▶ _Entries provided_:

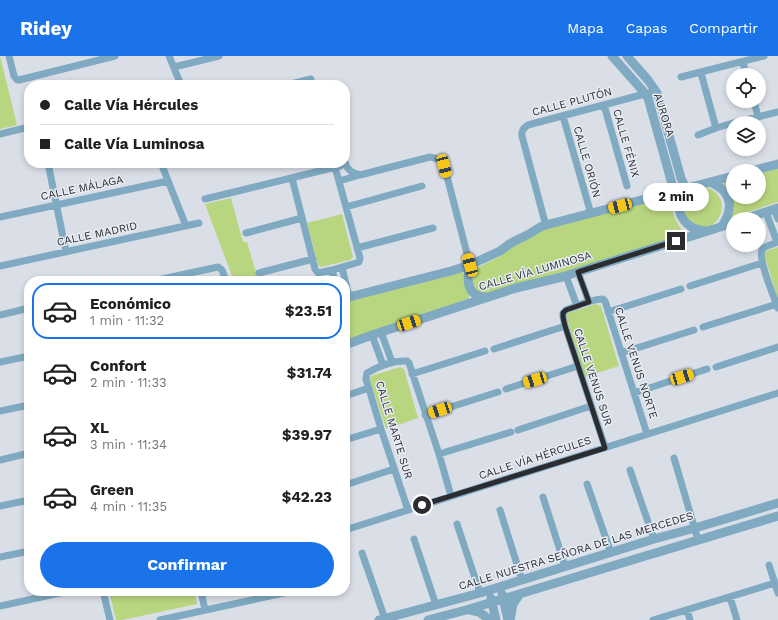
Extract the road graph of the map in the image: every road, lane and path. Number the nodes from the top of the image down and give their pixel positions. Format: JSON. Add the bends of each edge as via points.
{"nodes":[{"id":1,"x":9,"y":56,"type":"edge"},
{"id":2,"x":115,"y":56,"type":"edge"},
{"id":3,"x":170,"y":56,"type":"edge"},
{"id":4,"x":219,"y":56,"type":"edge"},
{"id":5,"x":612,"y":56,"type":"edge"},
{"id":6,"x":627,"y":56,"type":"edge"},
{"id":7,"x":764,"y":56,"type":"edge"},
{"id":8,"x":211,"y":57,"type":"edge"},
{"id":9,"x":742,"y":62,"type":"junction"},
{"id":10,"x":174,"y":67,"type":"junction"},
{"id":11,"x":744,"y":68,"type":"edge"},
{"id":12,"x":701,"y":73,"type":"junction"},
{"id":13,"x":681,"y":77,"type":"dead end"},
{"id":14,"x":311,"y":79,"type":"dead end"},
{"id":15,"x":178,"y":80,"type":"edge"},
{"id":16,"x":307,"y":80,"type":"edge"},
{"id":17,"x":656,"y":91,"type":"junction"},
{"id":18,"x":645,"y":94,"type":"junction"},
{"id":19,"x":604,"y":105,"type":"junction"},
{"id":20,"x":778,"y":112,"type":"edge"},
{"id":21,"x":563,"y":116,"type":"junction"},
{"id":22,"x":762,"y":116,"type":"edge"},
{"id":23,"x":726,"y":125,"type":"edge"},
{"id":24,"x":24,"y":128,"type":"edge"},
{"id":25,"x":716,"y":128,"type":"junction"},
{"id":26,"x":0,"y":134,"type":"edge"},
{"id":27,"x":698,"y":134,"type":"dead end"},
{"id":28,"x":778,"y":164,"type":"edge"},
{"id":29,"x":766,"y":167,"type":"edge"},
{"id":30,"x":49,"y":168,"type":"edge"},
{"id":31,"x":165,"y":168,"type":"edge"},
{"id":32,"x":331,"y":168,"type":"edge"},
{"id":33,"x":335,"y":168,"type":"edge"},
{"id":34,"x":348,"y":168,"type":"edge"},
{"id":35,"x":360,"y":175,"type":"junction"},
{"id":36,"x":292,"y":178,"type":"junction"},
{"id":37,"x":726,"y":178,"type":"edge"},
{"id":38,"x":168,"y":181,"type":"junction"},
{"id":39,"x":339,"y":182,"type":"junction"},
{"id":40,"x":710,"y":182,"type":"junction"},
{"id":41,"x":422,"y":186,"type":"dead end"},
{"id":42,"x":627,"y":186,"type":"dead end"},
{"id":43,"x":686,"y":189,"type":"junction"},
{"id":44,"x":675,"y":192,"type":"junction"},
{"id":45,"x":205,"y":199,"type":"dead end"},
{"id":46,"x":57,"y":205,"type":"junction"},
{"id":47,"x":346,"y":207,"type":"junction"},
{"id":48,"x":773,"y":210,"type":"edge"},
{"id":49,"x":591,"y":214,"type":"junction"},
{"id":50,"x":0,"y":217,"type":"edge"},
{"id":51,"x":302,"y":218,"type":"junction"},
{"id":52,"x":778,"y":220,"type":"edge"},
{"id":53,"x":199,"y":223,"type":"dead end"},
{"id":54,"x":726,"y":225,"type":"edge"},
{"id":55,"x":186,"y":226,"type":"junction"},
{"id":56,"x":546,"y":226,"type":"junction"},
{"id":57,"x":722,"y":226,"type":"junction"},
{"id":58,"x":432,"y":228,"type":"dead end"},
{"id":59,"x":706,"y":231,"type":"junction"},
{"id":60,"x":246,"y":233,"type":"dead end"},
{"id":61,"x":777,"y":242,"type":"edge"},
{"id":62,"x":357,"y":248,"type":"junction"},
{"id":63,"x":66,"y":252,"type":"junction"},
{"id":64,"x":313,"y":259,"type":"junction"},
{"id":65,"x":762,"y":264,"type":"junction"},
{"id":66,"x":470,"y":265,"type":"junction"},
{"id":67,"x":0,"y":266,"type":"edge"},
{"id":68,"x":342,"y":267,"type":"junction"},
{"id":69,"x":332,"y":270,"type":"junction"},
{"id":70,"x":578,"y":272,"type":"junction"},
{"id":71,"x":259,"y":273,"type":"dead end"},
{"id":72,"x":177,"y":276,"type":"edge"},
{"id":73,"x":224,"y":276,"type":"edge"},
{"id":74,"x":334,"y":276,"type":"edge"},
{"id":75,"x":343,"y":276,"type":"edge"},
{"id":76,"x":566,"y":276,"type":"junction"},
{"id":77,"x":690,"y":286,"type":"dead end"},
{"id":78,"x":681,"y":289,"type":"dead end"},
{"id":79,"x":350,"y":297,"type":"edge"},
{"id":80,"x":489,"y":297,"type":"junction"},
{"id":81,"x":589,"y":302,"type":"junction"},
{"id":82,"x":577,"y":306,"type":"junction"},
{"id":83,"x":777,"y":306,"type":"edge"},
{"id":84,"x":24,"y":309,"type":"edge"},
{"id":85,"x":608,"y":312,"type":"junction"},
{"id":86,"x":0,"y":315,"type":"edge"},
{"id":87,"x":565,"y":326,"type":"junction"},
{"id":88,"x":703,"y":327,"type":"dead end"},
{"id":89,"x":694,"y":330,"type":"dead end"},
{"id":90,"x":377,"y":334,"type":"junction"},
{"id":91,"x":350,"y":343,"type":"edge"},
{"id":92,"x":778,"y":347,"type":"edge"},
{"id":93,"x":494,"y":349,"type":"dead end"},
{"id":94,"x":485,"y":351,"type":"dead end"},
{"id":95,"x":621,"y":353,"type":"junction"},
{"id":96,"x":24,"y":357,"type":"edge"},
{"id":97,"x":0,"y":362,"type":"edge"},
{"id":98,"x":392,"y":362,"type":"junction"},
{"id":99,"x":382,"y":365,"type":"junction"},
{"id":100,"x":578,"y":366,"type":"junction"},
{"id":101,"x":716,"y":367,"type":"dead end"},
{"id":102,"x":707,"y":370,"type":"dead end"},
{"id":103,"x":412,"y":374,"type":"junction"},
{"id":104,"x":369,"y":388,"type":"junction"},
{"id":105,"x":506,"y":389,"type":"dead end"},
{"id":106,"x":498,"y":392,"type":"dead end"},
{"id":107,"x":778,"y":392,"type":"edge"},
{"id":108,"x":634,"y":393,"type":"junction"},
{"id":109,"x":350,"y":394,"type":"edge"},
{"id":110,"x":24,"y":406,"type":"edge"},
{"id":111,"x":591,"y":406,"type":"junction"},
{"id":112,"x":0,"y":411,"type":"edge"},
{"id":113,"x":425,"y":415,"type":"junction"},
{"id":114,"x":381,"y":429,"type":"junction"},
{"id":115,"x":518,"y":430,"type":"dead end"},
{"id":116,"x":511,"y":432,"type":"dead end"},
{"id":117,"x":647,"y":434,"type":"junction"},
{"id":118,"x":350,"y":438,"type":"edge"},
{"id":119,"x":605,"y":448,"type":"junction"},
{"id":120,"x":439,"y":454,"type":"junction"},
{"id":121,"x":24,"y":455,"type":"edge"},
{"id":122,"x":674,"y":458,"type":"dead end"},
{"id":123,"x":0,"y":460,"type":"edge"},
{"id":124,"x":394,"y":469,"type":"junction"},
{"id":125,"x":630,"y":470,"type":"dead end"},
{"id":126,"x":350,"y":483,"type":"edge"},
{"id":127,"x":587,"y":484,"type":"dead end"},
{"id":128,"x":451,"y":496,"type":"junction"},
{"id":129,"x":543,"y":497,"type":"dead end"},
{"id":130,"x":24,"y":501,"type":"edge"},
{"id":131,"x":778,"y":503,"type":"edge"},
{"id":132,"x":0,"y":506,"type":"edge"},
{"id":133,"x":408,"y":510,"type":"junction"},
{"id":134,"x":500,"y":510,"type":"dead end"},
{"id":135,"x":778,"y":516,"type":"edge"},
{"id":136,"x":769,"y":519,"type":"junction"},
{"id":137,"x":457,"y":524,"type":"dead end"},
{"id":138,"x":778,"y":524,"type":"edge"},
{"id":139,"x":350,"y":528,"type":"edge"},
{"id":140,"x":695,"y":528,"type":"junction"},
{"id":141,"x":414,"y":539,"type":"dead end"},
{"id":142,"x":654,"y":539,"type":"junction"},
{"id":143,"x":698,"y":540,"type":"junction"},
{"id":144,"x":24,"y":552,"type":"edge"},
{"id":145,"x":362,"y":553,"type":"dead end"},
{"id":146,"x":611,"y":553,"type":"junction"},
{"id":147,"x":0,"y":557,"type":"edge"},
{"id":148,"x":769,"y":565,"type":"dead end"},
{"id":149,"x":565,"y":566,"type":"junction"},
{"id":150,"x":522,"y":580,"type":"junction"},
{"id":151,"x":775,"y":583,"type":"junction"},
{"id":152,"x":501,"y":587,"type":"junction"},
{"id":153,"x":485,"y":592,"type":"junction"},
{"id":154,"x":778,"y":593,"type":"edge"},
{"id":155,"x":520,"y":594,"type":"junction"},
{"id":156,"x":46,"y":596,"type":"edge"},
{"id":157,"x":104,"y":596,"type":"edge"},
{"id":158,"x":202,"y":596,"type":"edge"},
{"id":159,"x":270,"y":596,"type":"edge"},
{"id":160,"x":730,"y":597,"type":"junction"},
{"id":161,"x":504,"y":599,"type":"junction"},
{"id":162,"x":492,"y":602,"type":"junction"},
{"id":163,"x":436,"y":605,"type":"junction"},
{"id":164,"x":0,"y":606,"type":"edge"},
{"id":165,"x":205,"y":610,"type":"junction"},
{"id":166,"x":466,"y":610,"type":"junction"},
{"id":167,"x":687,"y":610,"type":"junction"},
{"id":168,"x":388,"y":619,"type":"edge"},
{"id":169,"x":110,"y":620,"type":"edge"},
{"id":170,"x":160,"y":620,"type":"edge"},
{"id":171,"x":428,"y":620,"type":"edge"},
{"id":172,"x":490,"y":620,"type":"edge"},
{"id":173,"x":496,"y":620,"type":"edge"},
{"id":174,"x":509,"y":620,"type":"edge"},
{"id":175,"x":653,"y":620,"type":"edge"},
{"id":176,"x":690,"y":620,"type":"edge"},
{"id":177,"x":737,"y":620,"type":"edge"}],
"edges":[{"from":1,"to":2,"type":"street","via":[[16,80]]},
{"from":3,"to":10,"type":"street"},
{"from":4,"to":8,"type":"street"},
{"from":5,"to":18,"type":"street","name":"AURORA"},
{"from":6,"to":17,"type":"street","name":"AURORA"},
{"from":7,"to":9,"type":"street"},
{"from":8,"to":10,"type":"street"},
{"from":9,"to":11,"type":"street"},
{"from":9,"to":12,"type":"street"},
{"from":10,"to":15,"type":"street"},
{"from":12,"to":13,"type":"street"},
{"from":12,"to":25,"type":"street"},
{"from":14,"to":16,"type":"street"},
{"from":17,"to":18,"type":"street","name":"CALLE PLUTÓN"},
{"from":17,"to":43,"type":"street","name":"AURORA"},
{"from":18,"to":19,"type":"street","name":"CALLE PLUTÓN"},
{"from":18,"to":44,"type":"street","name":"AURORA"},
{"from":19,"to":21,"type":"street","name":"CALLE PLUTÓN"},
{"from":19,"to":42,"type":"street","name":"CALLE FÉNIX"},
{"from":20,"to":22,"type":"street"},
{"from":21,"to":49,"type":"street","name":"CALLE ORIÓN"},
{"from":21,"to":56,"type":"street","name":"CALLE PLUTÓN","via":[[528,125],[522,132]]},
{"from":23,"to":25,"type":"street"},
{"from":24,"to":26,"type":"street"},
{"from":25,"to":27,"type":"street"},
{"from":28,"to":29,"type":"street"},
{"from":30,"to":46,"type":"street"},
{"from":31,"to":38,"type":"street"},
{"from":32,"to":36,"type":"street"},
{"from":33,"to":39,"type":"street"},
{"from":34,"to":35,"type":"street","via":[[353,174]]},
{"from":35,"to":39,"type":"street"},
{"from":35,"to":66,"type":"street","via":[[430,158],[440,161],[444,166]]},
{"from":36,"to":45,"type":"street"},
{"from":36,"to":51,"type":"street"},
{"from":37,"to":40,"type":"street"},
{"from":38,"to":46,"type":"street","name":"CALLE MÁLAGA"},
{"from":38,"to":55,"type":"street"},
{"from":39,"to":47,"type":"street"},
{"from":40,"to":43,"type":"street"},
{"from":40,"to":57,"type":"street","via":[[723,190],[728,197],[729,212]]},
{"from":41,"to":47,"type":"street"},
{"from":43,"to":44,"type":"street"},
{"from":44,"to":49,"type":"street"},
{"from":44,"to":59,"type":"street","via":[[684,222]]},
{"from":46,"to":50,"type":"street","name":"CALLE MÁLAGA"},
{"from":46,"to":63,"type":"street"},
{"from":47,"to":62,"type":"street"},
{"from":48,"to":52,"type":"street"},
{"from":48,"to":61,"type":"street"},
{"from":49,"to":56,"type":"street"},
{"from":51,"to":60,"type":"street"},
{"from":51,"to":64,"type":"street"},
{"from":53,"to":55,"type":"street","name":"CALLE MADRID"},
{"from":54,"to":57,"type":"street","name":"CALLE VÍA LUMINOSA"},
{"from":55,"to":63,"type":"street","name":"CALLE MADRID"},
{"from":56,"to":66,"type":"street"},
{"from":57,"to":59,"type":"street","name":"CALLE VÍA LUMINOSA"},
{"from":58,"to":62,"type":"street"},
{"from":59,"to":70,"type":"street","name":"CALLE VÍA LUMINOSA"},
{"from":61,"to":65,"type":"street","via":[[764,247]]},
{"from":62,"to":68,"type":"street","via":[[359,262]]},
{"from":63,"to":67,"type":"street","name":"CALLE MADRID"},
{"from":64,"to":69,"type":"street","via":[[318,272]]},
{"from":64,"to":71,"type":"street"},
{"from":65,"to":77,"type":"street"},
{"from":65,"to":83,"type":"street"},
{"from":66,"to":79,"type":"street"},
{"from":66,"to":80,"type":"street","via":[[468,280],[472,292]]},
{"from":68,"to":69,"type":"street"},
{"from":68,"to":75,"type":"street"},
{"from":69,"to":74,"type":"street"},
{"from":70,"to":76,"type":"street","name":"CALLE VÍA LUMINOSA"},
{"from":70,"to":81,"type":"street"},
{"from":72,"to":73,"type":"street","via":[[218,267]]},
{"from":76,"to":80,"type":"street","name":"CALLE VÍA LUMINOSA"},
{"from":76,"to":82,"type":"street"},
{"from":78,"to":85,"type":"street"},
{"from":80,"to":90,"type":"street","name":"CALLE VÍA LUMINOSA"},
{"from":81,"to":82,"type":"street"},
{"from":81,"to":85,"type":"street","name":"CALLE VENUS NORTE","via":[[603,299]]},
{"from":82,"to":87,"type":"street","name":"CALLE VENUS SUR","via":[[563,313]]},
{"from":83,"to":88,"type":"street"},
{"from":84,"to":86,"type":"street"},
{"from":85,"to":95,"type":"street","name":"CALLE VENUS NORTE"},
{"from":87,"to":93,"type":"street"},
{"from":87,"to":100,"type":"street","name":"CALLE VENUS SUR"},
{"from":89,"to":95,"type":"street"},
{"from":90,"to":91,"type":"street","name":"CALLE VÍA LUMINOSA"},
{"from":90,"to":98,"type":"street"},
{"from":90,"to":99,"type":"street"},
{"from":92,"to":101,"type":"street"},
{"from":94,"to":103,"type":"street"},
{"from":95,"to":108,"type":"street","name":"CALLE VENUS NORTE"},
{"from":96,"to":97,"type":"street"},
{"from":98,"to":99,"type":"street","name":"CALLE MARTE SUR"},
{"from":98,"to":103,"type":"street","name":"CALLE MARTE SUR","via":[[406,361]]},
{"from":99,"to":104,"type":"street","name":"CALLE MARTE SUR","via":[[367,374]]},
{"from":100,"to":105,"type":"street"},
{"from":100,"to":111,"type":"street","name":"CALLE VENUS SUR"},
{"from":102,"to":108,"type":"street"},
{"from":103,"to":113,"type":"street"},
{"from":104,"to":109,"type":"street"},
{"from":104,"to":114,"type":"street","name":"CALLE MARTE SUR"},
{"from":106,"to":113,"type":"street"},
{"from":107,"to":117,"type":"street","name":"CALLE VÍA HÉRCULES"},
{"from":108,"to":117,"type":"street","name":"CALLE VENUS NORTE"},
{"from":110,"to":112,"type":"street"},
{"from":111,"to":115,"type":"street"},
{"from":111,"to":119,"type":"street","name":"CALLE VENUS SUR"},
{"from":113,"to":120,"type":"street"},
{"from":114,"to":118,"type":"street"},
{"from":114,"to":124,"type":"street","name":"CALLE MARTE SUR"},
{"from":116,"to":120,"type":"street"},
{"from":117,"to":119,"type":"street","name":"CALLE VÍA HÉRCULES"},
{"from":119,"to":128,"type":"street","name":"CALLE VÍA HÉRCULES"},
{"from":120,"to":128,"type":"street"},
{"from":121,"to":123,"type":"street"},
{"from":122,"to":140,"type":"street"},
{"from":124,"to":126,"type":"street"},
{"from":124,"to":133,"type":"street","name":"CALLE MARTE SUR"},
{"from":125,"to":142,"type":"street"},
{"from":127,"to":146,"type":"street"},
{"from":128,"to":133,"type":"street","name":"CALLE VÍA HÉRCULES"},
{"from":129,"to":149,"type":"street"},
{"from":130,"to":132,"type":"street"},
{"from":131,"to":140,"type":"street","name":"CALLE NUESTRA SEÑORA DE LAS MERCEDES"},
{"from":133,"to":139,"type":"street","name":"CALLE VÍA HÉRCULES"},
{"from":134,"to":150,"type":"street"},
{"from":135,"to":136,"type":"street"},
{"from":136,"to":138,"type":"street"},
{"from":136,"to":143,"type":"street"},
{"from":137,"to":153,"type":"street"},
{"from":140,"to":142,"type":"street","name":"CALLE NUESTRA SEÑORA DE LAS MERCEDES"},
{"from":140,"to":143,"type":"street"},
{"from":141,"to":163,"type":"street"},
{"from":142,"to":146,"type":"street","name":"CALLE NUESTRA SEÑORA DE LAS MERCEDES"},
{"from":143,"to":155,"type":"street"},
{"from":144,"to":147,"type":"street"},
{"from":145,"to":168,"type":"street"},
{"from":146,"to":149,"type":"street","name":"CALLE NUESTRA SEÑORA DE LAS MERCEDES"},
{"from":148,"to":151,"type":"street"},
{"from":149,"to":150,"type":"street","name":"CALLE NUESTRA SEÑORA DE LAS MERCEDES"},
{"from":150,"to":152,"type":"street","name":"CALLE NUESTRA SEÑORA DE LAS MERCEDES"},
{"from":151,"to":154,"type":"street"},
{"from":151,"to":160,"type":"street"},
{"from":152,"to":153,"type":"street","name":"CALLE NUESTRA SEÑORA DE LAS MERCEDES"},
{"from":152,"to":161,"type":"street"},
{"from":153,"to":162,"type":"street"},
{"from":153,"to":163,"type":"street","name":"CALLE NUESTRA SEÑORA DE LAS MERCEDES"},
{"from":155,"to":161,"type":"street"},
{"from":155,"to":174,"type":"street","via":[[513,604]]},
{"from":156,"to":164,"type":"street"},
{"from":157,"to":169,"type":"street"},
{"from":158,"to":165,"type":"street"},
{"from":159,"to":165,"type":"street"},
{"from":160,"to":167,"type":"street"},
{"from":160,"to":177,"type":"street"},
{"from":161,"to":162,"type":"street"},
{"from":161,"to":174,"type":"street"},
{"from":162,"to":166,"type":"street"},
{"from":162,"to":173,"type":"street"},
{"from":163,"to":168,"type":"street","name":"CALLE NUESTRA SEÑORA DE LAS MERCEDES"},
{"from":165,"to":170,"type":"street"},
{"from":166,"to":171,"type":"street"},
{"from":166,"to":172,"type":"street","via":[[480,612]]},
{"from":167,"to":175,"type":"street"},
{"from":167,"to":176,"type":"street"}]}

▶ _Task item_:
Show each line of the data that contains the string "MÁLAGA".

▶ _Reply_:
{"from":38,"to":46,"type":"street","name":"CALLE MÁLAGA"},
{"from":46,"to":50,"type":"street","name":"CALLE MÁLAGA"},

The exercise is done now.